◆ Problem details ◆
Below are records; count the lines that contain "Petite" and state only that count.
---------- Material provided ----------
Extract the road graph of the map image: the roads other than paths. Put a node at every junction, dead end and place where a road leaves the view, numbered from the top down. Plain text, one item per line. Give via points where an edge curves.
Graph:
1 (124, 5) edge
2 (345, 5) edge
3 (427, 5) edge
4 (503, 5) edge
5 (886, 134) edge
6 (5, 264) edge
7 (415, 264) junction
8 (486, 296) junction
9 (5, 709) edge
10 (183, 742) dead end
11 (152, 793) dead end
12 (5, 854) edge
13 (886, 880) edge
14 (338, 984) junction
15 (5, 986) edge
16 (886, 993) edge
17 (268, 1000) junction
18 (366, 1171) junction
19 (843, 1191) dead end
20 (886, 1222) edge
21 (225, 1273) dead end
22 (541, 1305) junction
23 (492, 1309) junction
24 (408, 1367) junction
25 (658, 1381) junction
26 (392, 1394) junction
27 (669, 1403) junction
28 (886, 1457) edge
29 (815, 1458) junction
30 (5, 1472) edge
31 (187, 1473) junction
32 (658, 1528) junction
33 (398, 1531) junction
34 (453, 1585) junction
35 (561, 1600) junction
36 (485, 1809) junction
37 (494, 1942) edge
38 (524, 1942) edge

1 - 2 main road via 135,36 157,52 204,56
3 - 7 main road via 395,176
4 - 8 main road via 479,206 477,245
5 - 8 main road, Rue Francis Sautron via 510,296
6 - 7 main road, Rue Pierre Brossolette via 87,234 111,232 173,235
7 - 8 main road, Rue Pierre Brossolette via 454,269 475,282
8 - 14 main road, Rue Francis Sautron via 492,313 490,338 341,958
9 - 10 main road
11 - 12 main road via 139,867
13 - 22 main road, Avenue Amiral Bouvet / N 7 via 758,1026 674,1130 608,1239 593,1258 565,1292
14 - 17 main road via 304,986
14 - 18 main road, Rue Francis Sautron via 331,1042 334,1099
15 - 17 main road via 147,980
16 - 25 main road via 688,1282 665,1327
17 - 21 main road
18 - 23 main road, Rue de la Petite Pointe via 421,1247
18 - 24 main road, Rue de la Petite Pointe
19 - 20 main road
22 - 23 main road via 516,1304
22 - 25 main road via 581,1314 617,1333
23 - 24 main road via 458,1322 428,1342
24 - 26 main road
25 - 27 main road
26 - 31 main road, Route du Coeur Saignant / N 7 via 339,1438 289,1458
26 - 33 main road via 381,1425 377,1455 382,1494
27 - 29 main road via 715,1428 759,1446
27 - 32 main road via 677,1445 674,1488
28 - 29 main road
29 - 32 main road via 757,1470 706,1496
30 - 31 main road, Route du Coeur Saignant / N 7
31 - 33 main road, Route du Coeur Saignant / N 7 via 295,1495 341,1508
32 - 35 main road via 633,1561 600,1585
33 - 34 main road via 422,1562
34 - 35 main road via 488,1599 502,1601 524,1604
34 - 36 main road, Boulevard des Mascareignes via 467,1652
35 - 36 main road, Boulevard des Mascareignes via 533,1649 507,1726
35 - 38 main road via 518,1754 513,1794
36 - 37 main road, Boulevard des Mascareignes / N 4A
----------
◆ Solution ◆
2